BE: It’s definitely true. As you probably know, Marco Rubio recently announced candidacy for president. So a lot of what the conversation and conference was about is learning how to craft your statement, how to interact with politicians to get your voice heard. Which definitely plays a very big role in peace building. Because something that I’ve paid attention to lately is congresses attention towards the different actions we do with other countries. Recently Obama has tried to make a deal. Sort of like a nuclear arms deconstruction kind of deal is sort of how I understood it. With Iran. Nothing is set in stone but they are working towards that agreement, and in some ways I believe that it is also trying to combat ISIS. Since then many Republican Senators have spoken out and said I think this is a bad idea, we shouldn’t be engaging with Iran because they are just a forsaken country full of terrorists and all that redirect. Some of them were saying oh we should do what President Bill Clinton did in 1978 where just a series of air raids and bombings over Iran and that is really going to solve our problem. And you know it seems like these senators are so willing to engage in military war fare with these other countries in order to get what we want, but we are very hesitant to promote peace building strategies with any of these countries. We spend more than twenty percent of our nation’s budget on military.

LWG: More than the other top three nations combined right?

BE: More than twenty! More than twenty countries combined, WE spend more on our military. It’s almost as if our military is too big at this point that we can’t do without it.

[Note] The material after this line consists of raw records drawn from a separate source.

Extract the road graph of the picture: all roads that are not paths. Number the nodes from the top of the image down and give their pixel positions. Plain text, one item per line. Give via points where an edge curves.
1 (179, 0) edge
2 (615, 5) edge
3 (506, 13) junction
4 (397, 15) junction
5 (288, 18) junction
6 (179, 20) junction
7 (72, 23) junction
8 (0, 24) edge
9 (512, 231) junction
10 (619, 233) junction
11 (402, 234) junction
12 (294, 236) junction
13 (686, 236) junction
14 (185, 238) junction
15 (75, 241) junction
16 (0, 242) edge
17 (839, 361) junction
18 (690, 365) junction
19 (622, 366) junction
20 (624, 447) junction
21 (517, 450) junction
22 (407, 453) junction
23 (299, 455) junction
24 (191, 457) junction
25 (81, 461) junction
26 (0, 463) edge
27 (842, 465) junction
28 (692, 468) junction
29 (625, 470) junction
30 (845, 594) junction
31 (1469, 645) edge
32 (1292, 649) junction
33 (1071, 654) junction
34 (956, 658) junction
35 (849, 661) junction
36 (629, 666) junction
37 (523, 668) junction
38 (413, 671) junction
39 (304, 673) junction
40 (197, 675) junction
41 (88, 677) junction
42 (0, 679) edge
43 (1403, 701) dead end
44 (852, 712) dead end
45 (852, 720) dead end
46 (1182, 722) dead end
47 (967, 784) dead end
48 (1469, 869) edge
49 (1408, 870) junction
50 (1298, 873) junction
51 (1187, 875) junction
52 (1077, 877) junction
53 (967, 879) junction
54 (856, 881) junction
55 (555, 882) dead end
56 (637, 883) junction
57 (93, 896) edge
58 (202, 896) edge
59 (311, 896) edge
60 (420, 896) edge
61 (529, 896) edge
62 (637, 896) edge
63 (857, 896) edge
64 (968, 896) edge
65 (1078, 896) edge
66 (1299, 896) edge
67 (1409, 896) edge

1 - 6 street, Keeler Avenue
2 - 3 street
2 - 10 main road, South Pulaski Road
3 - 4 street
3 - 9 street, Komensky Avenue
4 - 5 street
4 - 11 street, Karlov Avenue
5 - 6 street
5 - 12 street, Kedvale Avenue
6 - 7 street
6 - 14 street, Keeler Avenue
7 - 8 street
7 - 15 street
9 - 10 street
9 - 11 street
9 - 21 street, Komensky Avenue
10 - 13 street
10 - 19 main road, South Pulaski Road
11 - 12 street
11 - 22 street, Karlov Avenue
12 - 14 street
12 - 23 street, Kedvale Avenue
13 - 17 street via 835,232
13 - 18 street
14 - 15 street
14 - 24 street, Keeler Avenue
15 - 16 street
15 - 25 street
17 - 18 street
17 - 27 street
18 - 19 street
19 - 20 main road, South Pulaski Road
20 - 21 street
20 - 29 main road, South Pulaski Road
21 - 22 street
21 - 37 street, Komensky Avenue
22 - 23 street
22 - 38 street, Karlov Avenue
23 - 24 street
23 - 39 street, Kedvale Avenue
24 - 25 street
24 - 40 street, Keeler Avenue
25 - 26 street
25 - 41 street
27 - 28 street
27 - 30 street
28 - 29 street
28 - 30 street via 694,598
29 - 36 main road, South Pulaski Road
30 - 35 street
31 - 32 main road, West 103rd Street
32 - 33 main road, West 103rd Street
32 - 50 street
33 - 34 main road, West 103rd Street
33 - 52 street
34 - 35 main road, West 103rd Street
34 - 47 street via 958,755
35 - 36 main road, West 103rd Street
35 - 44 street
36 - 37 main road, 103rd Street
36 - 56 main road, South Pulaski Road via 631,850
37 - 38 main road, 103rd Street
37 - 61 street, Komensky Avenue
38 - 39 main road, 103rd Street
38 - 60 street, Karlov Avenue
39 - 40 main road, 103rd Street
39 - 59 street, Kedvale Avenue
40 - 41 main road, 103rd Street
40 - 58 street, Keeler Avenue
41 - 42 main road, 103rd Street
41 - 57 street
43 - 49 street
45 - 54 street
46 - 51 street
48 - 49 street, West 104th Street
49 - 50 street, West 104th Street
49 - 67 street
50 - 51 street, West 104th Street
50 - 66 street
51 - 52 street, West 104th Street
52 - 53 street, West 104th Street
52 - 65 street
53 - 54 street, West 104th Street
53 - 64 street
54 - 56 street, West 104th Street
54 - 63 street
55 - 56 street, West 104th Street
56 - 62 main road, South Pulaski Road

That if we decide to now promote more peace building strategies than we spent all of this money for nothing. It is almost as if we don’t want to have to come to that realization so we keep promoting violence and war and the way that we help counties deal with their problems is give them Military aid. Which we are not really paying attention to the current status and situation of the county and we are not providing the aid that they need. If the goal is to promote peace than we shouldn’t be giving arms and weapons and bombs to be dropped along the country side to promote that peace.

LWG: So you are saying that this aid is actually promoting the opposite of peace and promoting more violence?

BE: It’s creating the violence and promoting it. It is turning up to a scale that is just. There are so many human rights violations that go into that. Look at El Salvador. I don’t know if you know much about the history of El Salvador but funding them by promoting it under an anti-communist effort, we funded the military which was in a cue at that point. And they just used that money to continue to oppress the people that were beginning to revolutionize and try and fight which they weren’t given. If you look at Israel, the goal is that they have a stronger military and that they can stand up to their neighboring countries if threats were to break out. But they used that power and that military force to land grab. To completely oppress an entire population.

LWG: Why do you think we support Military Cues and it bites us in the butt a lot of the times?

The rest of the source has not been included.